TASK PROMPT: Exactly how many lines in this data contain the word "东北路辅路"? Only the number should be given.
DATASET EXCERPTS section start
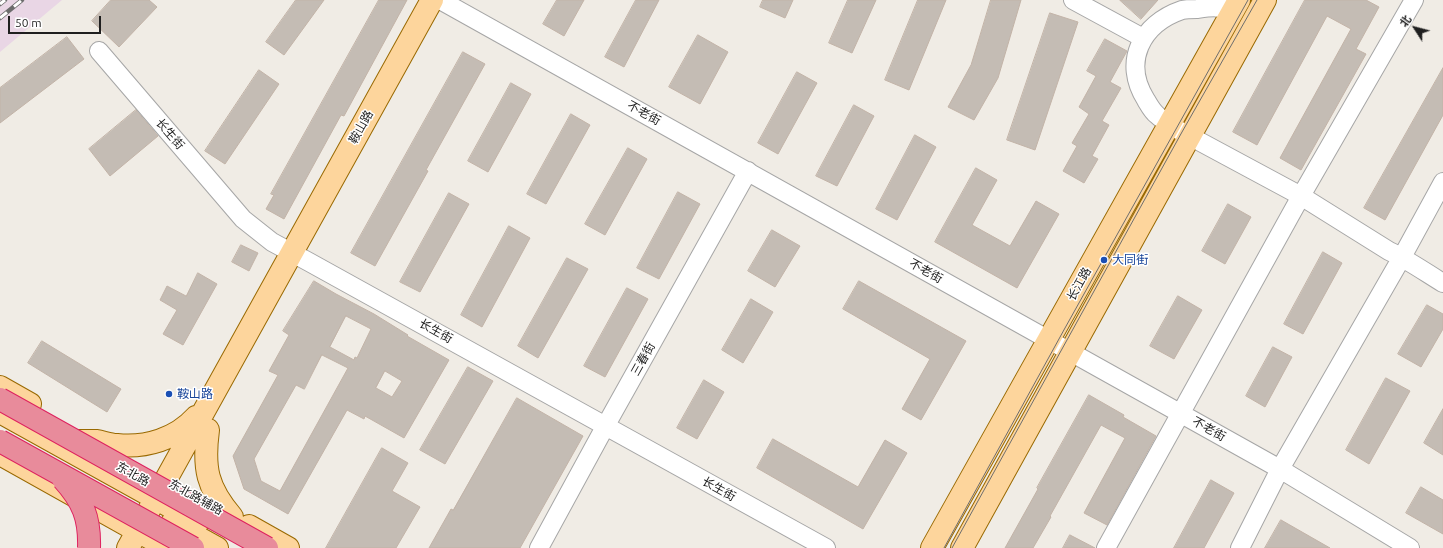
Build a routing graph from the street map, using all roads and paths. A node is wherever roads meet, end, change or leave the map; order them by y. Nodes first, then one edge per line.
1 (1073, 0) edge
2 (1265, 0) edge
3 (1414, 0) edge
4 (440, 1) edge
5 (1236, 6) edge
6 (1143, 38) junction
7 (98, 50) dead end
8 (1169, 124) junction
9 (1190, 136) junction
10 (748, 171) junction
11 (1443, 182) edge
12 (1301, 196) junction
13 (297, 256) junction
14 (1402, 257) junction
15 (1443, 282) edge
16 (1048, 340) junction
17 (1070, 352) junction
18 (0, 387) edge
19 (0, 399) edge
20 (207, 404) junction
21 (0, 412) edge
22 (1180, 413) junction
23 (606, 425) junction
24 (0, 428) edge
25 (208, 430) junction
26 (0, 441) edge
27 (53, 441) junction
28 (97, 441) junction
29 (0, 454) edge
30 (84, 466) junction
31 (1280, 469) junction
32 (42, 470) junction
33 (162, 499) junction
34 (232, 517) junction
35 (139, 541) edge
36 (89, 548) edge
37 (100, 548) edge
38 (168, 548) edge
39 (193, 548) edge
40 (213, 548) edge
41 (244, 548) edge
42 (267, 548) edge
43 (288, 548) edge
44 (539, 548) edge
45 (826, 548) edge
46 (932, 548) edge
47 (962, 548) edge
48 (1106, 548) edge
49 (1240, 548) edge
50 (1410, 548) edge

1 - 6 street
2 - 9 main road, 长江路
3 - 12 street
4 - 10 street, 不老街
4 - 13 main road, 鞍山路
5 - 6 street
5 - 8 main road, 长江路
6 - 8 street
7 - 13 street, 长生街
8 - 9 street
8 - 16 main road, 长江路
9 - 12 street
9 - 17 main road, 长江路
10 - 16 street, 不老街
10 - 23 street, 三春街
11 - 14 street
12 - 14 street
12 - 22 street
13 - 20 main road, 鞍山路
13 - 23 street, 长生街
13 - 25 main road, 鞍山路
14 - 15 street
14 - 31 street
16 - 17 street, 不老街
16 - 46 main road, 长江路
17 - 22 street, 不老街
17 - 47 main road, 长江路
18 - 28 main road, 东北路辅路
19 - 42 highway, 东北路, bridge
20 - 28 main road
20 - 33 main road, 鞍山路
21 - 27 main road, 东北路
22 - 31 street, 不老街
22 - 48 street
23 - 44 street, 三春街
23 - 45 street, 长生街
24 - 30 main road, 东北路
25 - 33 main road, 鞍山路
25 - 34 main road
26 - 32 highway, bridge
27 - 28 main road
27 - 30 main road, 东北路
28 - 33 main road, 东北路辅路
29 - 32 main road
30 - 33 main road, 东北路
31 - 49 street
31 - 50 street, 不老街
32 - 35 main road
32 - 36 highway, bridge
32 - 37 main road
32 - 39 highway, bridge
33 - 34 main road, 东北路辅路
33 - 35 main road, 鞍山路
33 - 40 main road, 东北路
33 - 41 main road, 东北路
34 - 43 main road, 东北路辅路
35 - 38 main road

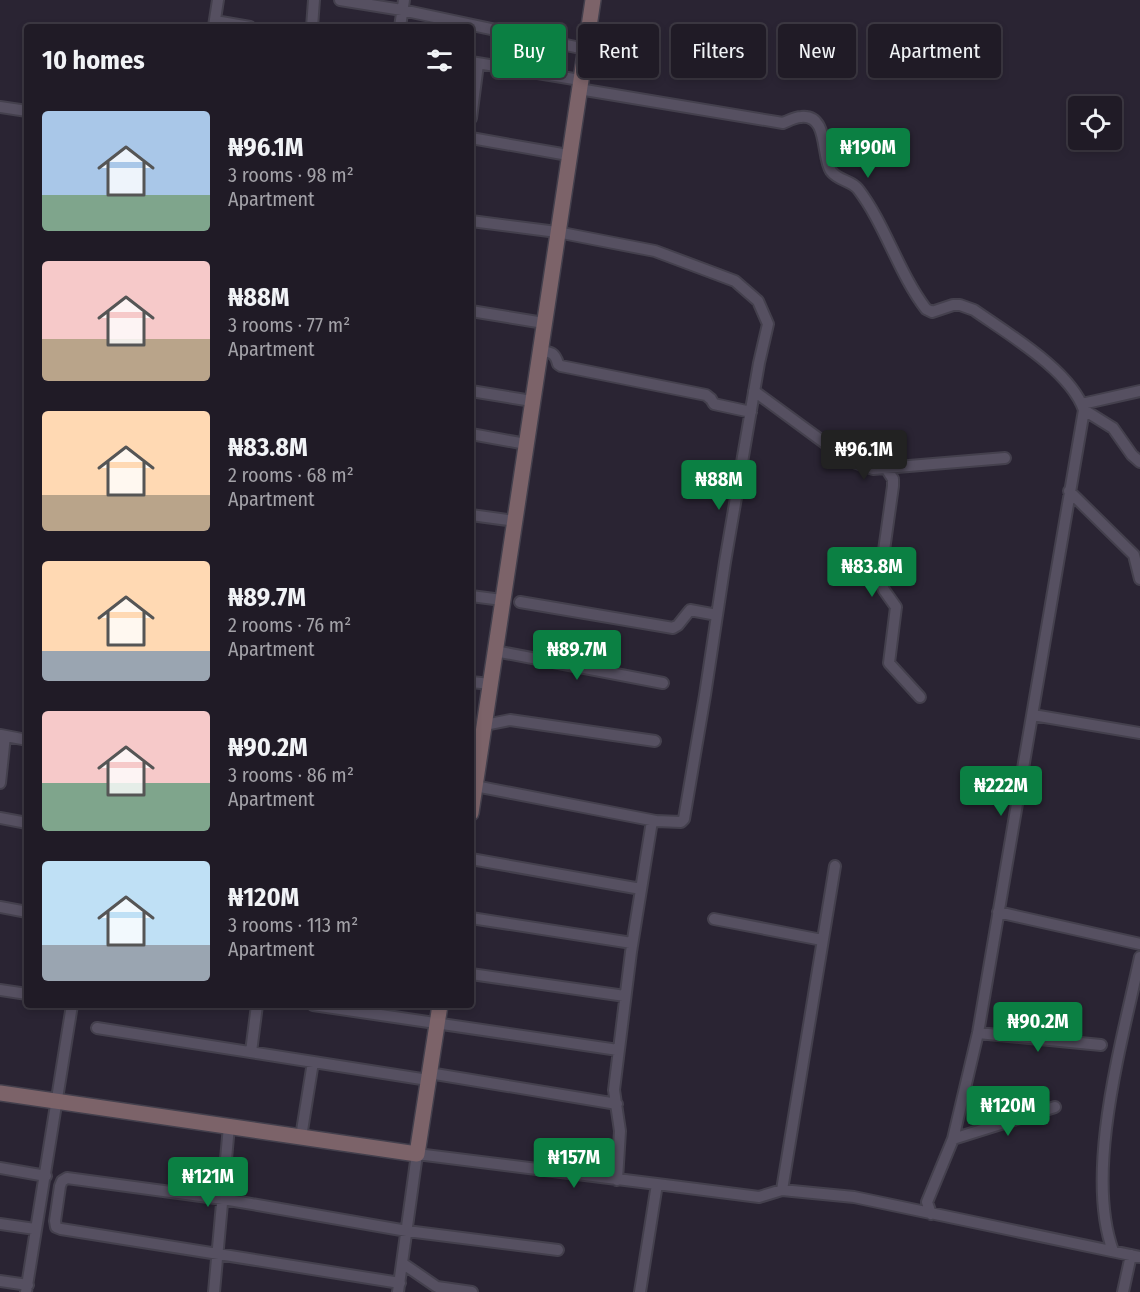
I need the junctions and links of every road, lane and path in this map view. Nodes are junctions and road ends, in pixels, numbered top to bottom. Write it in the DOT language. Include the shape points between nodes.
graph roads {
  1 [pos="218,0"];
  2 [pos="314,0"];
  3 [pos="340,0"];
  4 [pos="593,0"];
  5 [pos="403,5"];
  6 [pos="214,24"];
  7 [pos="312,24"];
  8 [pos="400,24"];
  9 [pos="589,24"];
  10 [pos="578,47"];
  11 [pos="475,63"];
  12 [pos="580,78"];
  13 [pos="579,85"];
  14 [pos="0,107"];
  15 [pos="24,111"];
  16 [pos="474,139"];
  17 [pos="568,155"];
  18 [pos="474,221"];
  19 [pos="557,232"];
  20 [pos="474,311"];
  21 [pos="544,323"];
  22 [pos="540,351"];
  23 [pos="474,391"];
  24 [pos="754,391"];
  25 [pos="1140,391"];
  26 [pos="532,401"];
  27 [pos="1083,407"];
  28 [pos="751,412"];
  29 [pos="474,435"];
  30 [pos="526,444"];
  31 [pos="1005,458"];
  32 [pos="1140,462"];
  33 [pos="886,468"];
  34 [pos="1069,491"];
  35 [pos="474,515"];
  36 [pos="515,521"];
  37 [pos="1138,559"];
  38 [pos="1140,579"];
  39 [pos="474,596"];
  40 [pos="502,600"];
  41 [pos="520,602"];
  42 [pos="717,615"];
  43 [pos="495,651"];
  44 [pos="474,682"];
  45 [pos="663,683"];
  46 [pos="490,684"];
  47 [pos="920,697"];
  48 [pos="1033,715"];
  49 [pos="485,724"];
  50 [pos="1140,733"];
  51 [pos="3,736"];
  52 [pos="24,740"];
  53 [pos="655,741"];
  54 [pos="475,767"];
  55 [pos="0,783"];
  56 [pos="475,786"];
  57 [pos="474,793"];
  58 [pos="0,818"];
  59 [pos="652,820"];
  60 [pos="24,822"];
  61 [pos="474,860"];
  62 [pos="835,866"];
  63 [pos="641,889"];
  64 [pos="0,907"];
  65 [pos="24,911"];
  66 [pos="998,912"];
  67 [pos="474,918"];
  68 [pos="714,919"];
  69 [pos="822,940"];
  70 [pos="632,943"];
  71 [pos="1140,944"];
  72 [pos="1140,957"];
  73 [pos="474,974"];
  74 [pos="0,990"];
  75 [pos="24,994"];
  76 [pos="625,996"];
  77 [pos="72,1008"];
  78 [pos="257,1008"];
  79 [pos="335,1008"];
  80 [pos="439,1008"];
  81 [pos="437,1022"];
  82 [pos="97,1028"];
  83 [pos="978,1033"];
  84 [pos="1101,1045"];
  85 [pos="618,1050"];
  86 [pos="251,1052"];
  87 [pos="313,1062"];
  88 [pos="428,1077"];
  89 [pos="0,1093"];
  90 [pos="58,1101"];
  91 [pos="617,1104"];
  92 [pos="1055,1107"];
  93 [pos="229,1126"];
  94 [pos="301,1137"];
  95 [pos="953,1140"];
  96 [pos="417,1154"];
  97 [pos="0,1168"];
  98 [pos="46,1176"];
  99 [pos="617,1180"];
  100 [pos="657,1184"];
  101 [pos="782,1190"];
  102 [pos="223,1199"];
  103 [pos="931,1214"];
  104 [pos="0,1224"];
  105 [pos="35,1228"];
  106 [pos="407,1231"];
  107 [pos="558,1250"];
  108 [pos="1113,1251"];
  109 [pos="218,1254"];
  110 [pos="1135,1256"];
  111 [pos="402,1263"];
  112 [pos="0,1281"];
  113 [pos="399,1287"];
  114 [pos="27,1288"];
  115 [pos="214,1292"];
  116 [pos="472,1292"];
  117 [pos="640,1292"];
  118 [pos="1123,1292"];
  1 -- 6 [label="street"];
  2 -- 7 [label="street"];
  3 -- 5 [label="street"];
  4 -- 9 [label="street"];
  5 -- 8 [label="street"];
  5 -- 10 [label="street"];
  11 -- 13 [label="street"];
  12 -- 13 [label="street"];
  13 -- 17 [label="street"];
  13 -- 27 [label="street" via="783,123 801,117 813,120 822,132 830,170 837,178 856,186 926,309 932,312 960,305 974,310 1050,364"];
  14 -- 15 [label="street"];
  16 -- 17 [label="street"];
  17 -- 19 [label="street"];
  18 -- 19 [label="street"];
  19 -- 21 [label="street"];
  19 -- 24 [label="street" via="655,251 735,282 758,301 768,324"];
  20 -- 21 [label="street"];
  21 -- 22 [label="street"];
  22 -- 26 [label="street"];
  22 -- 28 [label="street" via="552,353 561,366 706,396 714,404"];
  23 -- 26 [label="street"];
  24 -- 28 [label="street"];
  24 -- 33 [label="street" via="848,460 873,469"];
  25 -- 27 [label="street"];
  26 -- 30 [label="street"];
  27 -- 32 [label="street" via="1113,428"];
  27 -- 34 [label="street"];
  28 -- 42 [label="street"];
  29 -- 30 [label="street"];
  30 -- 36 [label="street"];
  31 -- 33 [label="street"];
  33 -- 47 [label="street" via="893,486 880,579 896,608 889,663"];
  34 -- 37 [label="street"];
  34 -- 48 [label="street"];
  35 -- 36 [label="street"];
  36 -- 40 [label="street"];
  37 -- 38 [label="street"];
  39 -- 40 [label="street"];
  40 -- 43 [label="street"];
  41 -- 42 [label="street" via="673,628 690,610"];
  42 -- 59 [label="street" via="684,819"];
  43 -- 45 [label="street"];
  43 -- 46 [label="street"];
  44 -- 46 [label="street"];
  46 -- 49 [label="street"];
  48 -- 50 [label="street"];
  48 -- 66 [label="street"];
  49 -- 53 [label="street" via="510,720"];
  49 -- 54 [label="street"];
  51 -- 52 [label="street"];
  51 -- 55 [label="street"];
  54 -- 56 [label="street"];
  56 -- 57 [label="street"];
  56 -- 59 [label="street"];
  58 -- 60 [label="street"];
  59 -- 63 [label="street"];
  61 -- 63 [label="street"];
  62 -- 69 [label="street"];
  63 -- 70 [label="street"];
  64 -- 65 [label="street"];
  66 -- 71 [label="street"];
  66 -- 83 [label="street"];
  67 -- 70 [label="street"];
  68 -- 69 [label="street"];
  69 -- 101 [label="street"];
  70 -- 76 [label="street"];
  72 -- 108 [label="street" via="1116,1069 1103,1157 1106,1232"];
  73 -- 76 [label="street"];
  74 -- 75 [label="street"];
  76 -- 85 [label="street"];
  77 -- 90 [label="street"];
  78 -- 86 [label="street"];
  79 -- 81 [label="street"];
  80 -- 81 [label="street"];
  81 -- 85 [label="street"];
  81 -- 88 [label="street"];
  82 -- 86 [label="street"];
  83 -- 84 [label="street"];
  83 -- 95 [label="street"];
  85 -- 91 [label="street" via="614,1090"];
  86 -- 87 [label="street"];
  87 -- 88 [label="street"];
  87 -- 94 [label="street"];
  88 -- 91 [label="street"];
  88 -- 96 [label="street"];
  89 -- 90 [label="street"];
  90 -- 93 [label="street"];
  90 -- 98 [label="street"];
  91 -- 99 [label="street"];
  92 -- 95 [label="street"];
  93 -- 94 [label="street"];
  93 -- 102 [label="street"];
  94 -- 96 [label="street"];
  95 -- 103 [label="street" via="927,1202"];
  96 -- 99 [label="street"];
  96 -- 106 [label="street"];
  97 -- 98 [label="street"];
  98 -- 105 [label="street"];
  99 -- 100 [label="street"];
  100 -- 101 [label="street" via="759,1197"];
  100 -- 117 [label="street"];
  101 -- 103 [label="street" via="854,1197"];
  102 -- 106 [label="street"];
  102 -- 109 [label="street"];
  102 -- 109 [label="street" via="67,1178 60,1186 55,1221 61,1229"];
  103 -- 108 [label="street"];
  104 -- 105 [label="street"];
  105 -- 114 [label="street"];
  106 -- 107 [label="street"];
  106 -- 111 [label="street"];
  108 -- 110 [label="street"];
  109 -- 113 [label="street"];
  109 -- 115 [label="street"];
  110 -- 118 [label="street"];
  111 -- 113 [label="street"];
  111 -- 116 [label="street" via="430,1284"];
  112 -- 114 [label="street"];
}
DATASET EXCERPTS section end
WRITTEN SOLUTION: 4